=== What you should do ===
Only the pictures are to be left out, and the rest of the entries should be reproduced exactly.

[Records from a data collection]
━━━━━━━━━━━━━━━━━━━━━━━━━━━━━━
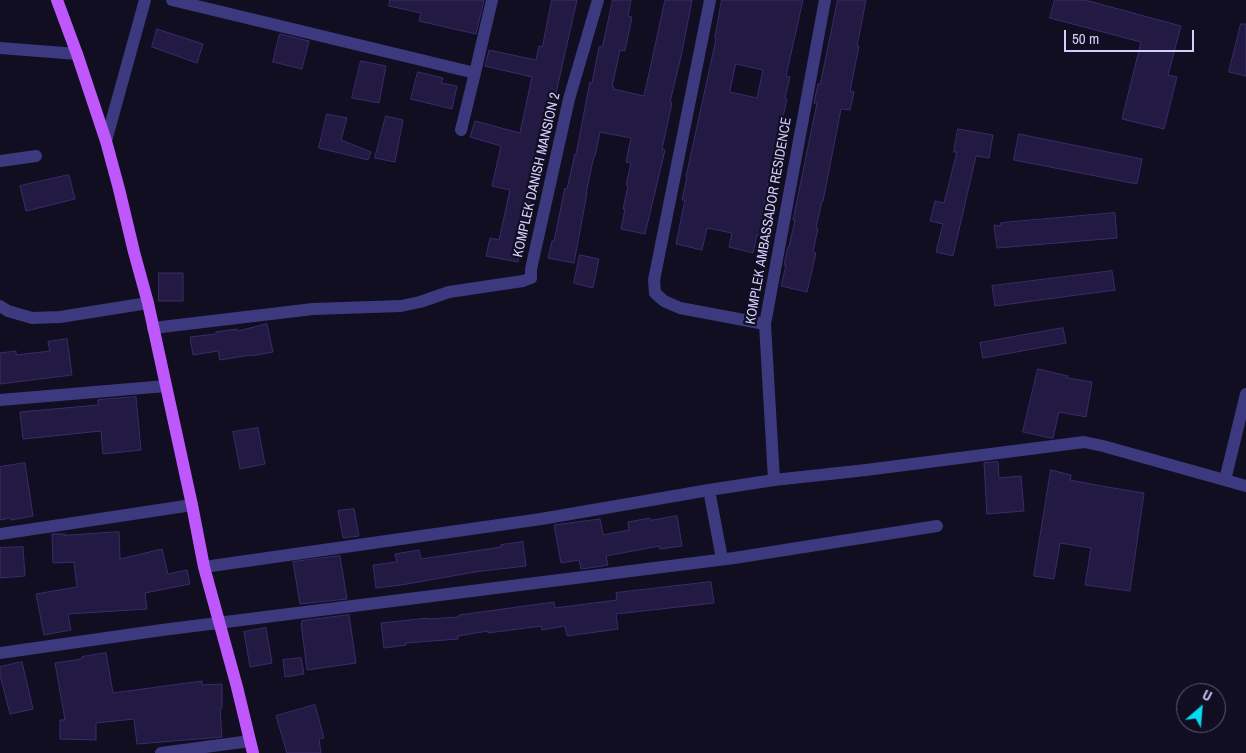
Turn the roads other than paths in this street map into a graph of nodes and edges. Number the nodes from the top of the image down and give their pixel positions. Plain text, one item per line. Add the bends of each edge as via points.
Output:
1 (57, 0) edge
2 (145, 0) edge
3 (172, 0) edge
4 (492, 0) edge
5 (598, 0) edge
6 (710, 0) edge
7 (826, 0) edge
8 (0, 48) edge
9 (77, 54) junction
10 (475, 73) junction
11 (461, 130) dead end
12 (106, 140) junction
13 (36, 156) dead end
14 (0, 161) edge
15 (148, 303) junction
16 (0, 306) edge
17 (765, 324) junction
18 (153, 328) junction
19 (166, 386) junction
20 (1246, 394) edge
21 (0, 400) edge
22 (774, 480) junction
23 (1225, 480) junction
24 (1246, 486) edge
25 (709, 490) junction
26 (192, 505) junction
27 (937, 526) dead end
28 (0, 534) edge
29 (722, 559) junction
30 (204, 567) junction
31 (220, 623) junction
32 (0, 653) edge
33 (251, 747) edge
34 (161, 753) edge

1 - 9 main road
2 - 12 street
3 - 10 street
4 - 10 street
5 - 18 street, KOMPLEK DANISH MANSION 2 via 569,98 530,269 531,278 449,292 401,306 313,309
6 - 17 street via 654,280 655,293 680,308
7 - 17 street, KOMPLEK AMBASSADOR RESIDENCE
8 - 9 street
9 - 12 main road
10 - 11 street
12 - 15 main road
13 - 14 street
15 - 16 street via 60,318 32,318
15 - 18 main road
17 - 22 street, KOMPLEK AMBASSADOR RESIDENCE
18 - 19 main road
19 - 21 street
19 - 26 main road
20 - 23 street
22 - 23 street via 1084,442
22 - 25 street
23 - 24 street
25 - 29 street
25 - 30 street via 541,519
26 - 28 street
26 - 30 main road
27 - 29 street
29 - 31 street
30 - 31 main road
31 - 32 street
31 - 33 main road
33 - 34 street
━━━━━━━━━━━━━━━━━━━━━━━━━━━━━━
=== Response ===
Turn the roads other than paths in this street map into a graph of nodes and edges. Number the nodes from the top of the image down and give their pixel positions. Plain text, one item per line. Add the bends of each edge as via points.
Output:
1 (57, 0) edge
2 (145, 0) edge
3 (172, 0) edge
4 (492, 0) edge
5 (598, 0) edge
6 (710, 0) edge
7 (826, 0) edge
8 (0, 48) edge
9 (77, 54) junction
10 (475, 73) junction
11 (461, 130) dead end
12 (106, 140) junction
13 (36, 156) dead end
14 (0, 161) edge
15 (148, 303) junction
16 (0, 306) edge
17 (765, 324) junction
18 (153, 328) junction
19 (166, 386) junction
20 (1246, 394) edge
21 (0, 400) edge
22 (774, 480) junction
23 (1225, 480) junction
24 (1246, 486) edge
25 (709, 490) junction
26 (192, 505) junction
27 (937, 526) dead end
28 (0, 534) edge
29 (722, 559) junction
30 (204, 567) junction
31 (220, 623) junction
32 (0, 653) edge
33 (251, 747) edge
34 (161, 753) edge

1 - 9 main road
2 - 12 street
3 - 10 street
4 - 10 street
5 - 18 street, KOMPLEK DANISH MANSION 2 via 569,98 530,269 531,278 449,292 401,306 313,309
6 - 17 street via 654,280 655,293 680,308
7 - 17 street, KOMPLEK AMBASSADOR RESIDENCE
8 - 9 street
9 - 12 main road
10 - 11 street
12 - 15 main road
13 - 14 street
15 - 16 street via 60,318 32,318
15 - 18 main road
17 - 22 street, KOMPLEK AMBASSADOR RESIDENCE
18 - 19 main road
19 - 21 street
19 - 26 main road
20 - 23 street
22 - 23 street via 1084,442
22 - 25 street
23 - 24 street
25 - 29 street
25 - 30 street via 541,519
26 - 28 street
26 - 30 main road
27 - 29 street
29 - 31 street
30 - 31 main road
31 - 32 street
31 - 33 main road
33 - 34 street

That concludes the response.